Saved entries:
*** Block opens ***
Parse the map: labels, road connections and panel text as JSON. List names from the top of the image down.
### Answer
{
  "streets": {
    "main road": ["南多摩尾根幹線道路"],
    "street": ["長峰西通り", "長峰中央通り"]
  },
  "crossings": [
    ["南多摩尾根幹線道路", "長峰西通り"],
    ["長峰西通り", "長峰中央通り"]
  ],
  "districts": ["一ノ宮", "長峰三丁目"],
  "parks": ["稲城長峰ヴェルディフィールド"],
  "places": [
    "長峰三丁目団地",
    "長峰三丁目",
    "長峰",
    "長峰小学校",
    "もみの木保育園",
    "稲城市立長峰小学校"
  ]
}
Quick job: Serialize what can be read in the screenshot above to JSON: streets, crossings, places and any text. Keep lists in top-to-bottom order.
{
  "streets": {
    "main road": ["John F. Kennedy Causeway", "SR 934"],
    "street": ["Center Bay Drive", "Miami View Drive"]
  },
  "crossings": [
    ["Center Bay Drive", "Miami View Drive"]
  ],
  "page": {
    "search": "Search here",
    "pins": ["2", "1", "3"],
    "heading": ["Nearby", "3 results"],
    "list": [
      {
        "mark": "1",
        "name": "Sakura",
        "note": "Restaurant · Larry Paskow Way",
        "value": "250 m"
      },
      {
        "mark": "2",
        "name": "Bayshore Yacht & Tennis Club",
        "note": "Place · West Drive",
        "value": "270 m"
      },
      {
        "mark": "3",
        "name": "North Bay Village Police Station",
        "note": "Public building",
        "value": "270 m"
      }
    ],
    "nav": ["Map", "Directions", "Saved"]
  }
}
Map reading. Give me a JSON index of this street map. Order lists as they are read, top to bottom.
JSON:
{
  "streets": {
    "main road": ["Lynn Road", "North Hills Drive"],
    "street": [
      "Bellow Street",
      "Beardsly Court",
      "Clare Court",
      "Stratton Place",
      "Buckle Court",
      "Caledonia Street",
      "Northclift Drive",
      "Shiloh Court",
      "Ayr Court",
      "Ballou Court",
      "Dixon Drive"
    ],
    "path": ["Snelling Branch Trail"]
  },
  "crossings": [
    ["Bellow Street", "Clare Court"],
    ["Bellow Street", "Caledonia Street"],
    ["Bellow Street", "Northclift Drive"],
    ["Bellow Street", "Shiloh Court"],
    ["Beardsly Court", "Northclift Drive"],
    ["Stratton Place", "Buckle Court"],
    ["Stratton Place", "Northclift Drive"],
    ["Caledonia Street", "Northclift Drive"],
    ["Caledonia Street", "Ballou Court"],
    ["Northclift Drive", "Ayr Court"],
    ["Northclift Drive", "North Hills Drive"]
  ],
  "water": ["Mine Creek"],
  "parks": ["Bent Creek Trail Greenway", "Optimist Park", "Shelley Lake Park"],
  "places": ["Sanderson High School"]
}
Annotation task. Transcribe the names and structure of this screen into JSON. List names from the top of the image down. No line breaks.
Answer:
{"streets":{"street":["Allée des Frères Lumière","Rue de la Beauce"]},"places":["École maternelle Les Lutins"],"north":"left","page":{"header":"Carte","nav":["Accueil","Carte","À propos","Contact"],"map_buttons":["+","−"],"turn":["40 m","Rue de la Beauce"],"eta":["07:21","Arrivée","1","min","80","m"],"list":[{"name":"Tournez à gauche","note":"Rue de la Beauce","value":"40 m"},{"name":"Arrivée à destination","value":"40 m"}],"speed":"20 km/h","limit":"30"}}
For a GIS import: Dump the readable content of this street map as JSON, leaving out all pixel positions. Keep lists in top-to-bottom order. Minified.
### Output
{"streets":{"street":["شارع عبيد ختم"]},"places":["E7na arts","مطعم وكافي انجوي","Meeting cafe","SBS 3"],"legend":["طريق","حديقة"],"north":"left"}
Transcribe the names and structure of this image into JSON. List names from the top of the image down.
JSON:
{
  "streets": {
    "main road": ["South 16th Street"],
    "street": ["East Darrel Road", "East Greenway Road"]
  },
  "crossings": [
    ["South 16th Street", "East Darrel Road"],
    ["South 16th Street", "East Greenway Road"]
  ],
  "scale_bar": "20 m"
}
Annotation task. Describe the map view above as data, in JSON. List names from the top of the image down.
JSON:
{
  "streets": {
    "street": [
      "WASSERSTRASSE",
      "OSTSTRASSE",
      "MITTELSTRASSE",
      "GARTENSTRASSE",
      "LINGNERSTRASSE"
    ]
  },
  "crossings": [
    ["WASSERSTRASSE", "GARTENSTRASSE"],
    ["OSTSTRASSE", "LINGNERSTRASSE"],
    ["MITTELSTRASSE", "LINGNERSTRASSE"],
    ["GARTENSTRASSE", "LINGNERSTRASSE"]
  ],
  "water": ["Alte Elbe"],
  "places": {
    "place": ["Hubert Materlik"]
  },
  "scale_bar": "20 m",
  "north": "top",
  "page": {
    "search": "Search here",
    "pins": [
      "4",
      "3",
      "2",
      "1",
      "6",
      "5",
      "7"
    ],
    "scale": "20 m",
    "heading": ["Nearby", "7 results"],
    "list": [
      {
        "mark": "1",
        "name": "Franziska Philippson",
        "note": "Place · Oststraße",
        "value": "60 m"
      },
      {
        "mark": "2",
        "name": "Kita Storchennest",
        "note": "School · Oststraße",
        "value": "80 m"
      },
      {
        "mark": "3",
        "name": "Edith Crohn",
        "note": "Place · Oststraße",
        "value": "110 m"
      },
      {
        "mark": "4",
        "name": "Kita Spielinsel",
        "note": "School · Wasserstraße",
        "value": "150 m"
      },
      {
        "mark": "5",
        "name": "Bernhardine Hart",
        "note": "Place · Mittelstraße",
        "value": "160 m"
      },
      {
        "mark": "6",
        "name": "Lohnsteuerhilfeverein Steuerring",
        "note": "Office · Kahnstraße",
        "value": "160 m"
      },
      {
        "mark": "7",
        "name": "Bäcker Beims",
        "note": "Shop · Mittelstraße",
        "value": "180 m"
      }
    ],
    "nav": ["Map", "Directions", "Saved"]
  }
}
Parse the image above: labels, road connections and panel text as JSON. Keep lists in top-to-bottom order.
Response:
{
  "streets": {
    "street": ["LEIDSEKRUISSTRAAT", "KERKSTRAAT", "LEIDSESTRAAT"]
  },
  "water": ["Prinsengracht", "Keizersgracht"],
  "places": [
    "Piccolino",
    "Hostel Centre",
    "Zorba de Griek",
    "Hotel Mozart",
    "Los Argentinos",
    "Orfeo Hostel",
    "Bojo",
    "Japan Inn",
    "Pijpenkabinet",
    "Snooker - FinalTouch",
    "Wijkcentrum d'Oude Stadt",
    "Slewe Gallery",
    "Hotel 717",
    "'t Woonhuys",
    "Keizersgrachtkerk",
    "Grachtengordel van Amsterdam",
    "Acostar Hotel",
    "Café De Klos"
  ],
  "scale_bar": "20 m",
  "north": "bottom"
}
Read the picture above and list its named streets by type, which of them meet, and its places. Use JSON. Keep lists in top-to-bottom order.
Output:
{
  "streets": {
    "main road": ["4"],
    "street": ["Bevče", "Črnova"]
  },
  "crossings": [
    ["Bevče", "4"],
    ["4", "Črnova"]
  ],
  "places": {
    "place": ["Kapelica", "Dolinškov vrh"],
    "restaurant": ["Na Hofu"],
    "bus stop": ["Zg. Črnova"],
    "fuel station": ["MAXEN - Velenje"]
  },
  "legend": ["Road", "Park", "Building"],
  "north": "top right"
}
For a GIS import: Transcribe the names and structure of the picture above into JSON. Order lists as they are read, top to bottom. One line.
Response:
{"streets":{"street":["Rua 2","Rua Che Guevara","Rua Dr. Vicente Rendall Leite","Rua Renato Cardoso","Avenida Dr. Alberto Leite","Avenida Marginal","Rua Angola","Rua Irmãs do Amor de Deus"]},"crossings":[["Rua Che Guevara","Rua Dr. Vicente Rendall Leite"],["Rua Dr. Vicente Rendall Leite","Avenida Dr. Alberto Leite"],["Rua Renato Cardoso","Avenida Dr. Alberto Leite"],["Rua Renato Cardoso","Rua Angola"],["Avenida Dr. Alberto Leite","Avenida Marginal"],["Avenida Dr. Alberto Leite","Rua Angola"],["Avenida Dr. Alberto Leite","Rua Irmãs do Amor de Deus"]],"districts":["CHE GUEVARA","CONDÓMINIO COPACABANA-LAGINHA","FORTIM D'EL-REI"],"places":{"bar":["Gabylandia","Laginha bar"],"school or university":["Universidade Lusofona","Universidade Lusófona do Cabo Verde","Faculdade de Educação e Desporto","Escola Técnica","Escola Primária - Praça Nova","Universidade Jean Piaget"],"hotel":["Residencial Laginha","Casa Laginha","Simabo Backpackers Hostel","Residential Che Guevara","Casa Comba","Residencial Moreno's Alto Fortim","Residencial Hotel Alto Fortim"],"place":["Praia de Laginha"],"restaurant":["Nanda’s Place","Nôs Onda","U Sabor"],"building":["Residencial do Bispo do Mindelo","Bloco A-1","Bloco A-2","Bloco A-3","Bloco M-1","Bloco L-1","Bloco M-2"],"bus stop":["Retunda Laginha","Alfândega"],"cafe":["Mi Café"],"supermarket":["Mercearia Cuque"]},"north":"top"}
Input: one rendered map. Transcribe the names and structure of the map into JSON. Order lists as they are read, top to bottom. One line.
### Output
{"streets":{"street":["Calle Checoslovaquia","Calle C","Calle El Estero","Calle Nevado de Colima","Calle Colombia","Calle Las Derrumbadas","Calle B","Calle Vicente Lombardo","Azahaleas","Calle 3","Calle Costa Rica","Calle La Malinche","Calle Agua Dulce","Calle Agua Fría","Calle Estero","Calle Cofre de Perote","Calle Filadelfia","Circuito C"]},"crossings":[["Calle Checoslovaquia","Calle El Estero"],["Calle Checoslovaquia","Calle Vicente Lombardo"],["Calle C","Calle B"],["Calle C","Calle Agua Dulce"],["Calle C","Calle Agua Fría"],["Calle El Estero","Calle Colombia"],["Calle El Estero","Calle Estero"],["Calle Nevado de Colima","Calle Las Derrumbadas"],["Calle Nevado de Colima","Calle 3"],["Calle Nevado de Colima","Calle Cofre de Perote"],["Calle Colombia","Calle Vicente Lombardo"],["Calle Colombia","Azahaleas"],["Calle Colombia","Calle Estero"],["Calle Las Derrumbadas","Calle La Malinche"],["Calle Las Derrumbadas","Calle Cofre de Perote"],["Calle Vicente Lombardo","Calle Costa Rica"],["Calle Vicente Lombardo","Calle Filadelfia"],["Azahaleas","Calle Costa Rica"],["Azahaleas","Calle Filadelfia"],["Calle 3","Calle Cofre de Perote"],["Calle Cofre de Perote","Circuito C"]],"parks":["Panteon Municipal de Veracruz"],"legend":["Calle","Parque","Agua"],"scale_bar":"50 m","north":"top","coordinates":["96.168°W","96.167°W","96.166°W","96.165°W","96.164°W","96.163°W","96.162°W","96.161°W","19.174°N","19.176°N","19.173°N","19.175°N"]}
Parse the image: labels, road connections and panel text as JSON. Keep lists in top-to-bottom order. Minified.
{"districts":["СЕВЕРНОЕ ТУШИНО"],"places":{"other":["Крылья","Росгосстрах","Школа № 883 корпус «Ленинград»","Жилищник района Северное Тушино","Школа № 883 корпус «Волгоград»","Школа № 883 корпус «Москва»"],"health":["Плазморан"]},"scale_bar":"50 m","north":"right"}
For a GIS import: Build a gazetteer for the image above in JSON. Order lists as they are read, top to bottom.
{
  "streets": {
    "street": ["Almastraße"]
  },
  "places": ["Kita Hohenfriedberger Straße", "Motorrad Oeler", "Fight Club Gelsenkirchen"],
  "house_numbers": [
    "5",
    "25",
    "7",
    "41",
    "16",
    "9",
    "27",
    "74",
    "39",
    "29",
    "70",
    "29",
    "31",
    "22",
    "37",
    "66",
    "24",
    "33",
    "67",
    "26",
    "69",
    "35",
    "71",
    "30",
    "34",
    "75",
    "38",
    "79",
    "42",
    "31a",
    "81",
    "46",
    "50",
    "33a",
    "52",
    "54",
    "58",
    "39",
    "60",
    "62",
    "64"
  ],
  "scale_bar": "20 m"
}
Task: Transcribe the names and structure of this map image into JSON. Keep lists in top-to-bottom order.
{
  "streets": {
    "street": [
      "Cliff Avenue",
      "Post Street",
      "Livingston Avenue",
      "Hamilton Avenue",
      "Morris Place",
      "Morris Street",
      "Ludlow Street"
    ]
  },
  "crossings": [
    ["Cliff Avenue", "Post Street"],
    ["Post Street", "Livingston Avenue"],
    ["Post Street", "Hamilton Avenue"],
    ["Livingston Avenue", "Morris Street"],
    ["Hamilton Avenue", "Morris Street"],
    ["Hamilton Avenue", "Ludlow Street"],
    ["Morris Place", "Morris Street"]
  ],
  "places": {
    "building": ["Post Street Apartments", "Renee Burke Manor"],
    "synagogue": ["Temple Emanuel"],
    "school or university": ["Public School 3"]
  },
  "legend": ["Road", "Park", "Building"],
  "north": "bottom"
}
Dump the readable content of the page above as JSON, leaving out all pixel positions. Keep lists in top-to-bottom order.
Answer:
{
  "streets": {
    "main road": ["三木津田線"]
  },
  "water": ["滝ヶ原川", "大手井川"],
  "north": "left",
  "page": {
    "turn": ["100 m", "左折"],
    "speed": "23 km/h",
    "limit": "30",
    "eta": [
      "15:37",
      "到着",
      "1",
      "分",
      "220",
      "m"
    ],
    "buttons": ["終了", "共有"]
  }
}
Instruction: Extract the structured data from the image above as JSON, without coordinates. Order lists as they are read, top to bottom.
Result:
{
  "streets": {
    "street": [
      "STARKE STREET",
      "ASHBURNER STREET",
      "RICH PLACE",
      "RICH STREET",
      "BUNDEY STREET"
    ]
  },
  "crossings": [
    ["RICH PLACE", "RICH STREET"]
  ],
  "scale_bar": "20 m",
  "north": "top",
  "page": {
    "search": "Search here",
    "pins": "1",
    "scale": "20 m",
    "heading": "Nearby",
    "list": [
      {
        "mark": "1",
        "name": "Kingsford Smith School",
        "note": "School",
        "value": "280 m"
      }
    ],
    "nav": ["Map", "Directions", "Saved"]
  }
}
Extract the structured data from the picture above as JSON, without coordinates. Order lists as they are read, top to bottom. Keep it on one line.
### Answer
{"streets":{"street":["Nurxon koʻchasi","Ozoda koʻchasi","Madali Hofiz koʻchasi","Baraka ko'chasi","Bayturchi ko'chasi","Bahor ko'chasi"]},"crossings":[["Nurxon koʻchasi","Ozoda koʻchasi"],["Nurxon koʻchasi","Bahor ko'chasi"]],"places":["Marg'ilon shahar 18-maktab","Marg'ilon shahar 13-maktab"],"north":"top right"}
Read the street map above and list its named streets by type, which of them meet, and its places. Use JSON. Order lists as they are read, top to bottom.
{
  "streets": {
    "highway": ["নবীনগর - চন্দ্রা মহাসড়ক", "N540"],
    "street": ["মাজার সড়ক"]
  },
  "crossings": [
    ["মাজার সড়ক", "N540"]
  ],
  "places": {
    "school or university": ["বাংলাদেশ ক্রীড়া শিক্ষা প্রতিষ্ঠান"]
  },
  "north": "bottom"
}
*** Block closes ***
Beginning at the line above that contains "Task: Transcribe the", return each line exactly through the line that contains "Instruction: Extract the", and no others.

* Worked solution
Task: Transcribe the names and structure of this map image into JSON. Keep lists in top-to-bottom order.
{
  "streets": {
    "street": [
      "Cliff Avenue",
      "Post Street",
      "Livingston Avenue",
      "Hamilton Avenue",
      "Morris Place",
      "Morris Street",
      "Ludlow Street"
    ]
  },
  "crossings": [
    ["Cliff Avenue", "Post Street"],
    ["Post Street", "Livingston Avenue"],
    ["Post Street", "Hamilton Avenue"],
    ["Livingston Avenue", "Morris Street"],
    ["Hamilton Avenue", "Morris Street"],
    ["Hamilton Avenue", "Ludlow Street"],
    ["Morris Place", "Morris Street"]
  ],
  "places": {
    "building": ["Post Street Apartments", "Renee Burke Manor"],
    "synagogue": ["Temple Emanuel"],
    "school or university": ["Public School 3"]
  },
  "legend": ["Road", "Park", "Building"],
  "north": "bottom"
}
Dump the readable content of the page above as JSON, leaving out all pixel positions. Keep lists in top-to-bottom order.
Answer:
{
  "streets": {
    "main road": ["三木津田線"]
  },
  "water": ["滝ヶ原川", "大手井川"],
  "north": "left",
  "page": {
    "turn": ["100 m", "左折"],
    "speed": "23 km/h",
    "limit": "30",
    "eta": [
      "15:37",
      "到着",
      "1",
      "分",
      "220",
      "m"
    ],
    "buttons": ["終了", "共有"]
  }
}
Instruction: Extract the structured data from the image above as JSON, without coordinates. Order lists as they are read, top to bottom.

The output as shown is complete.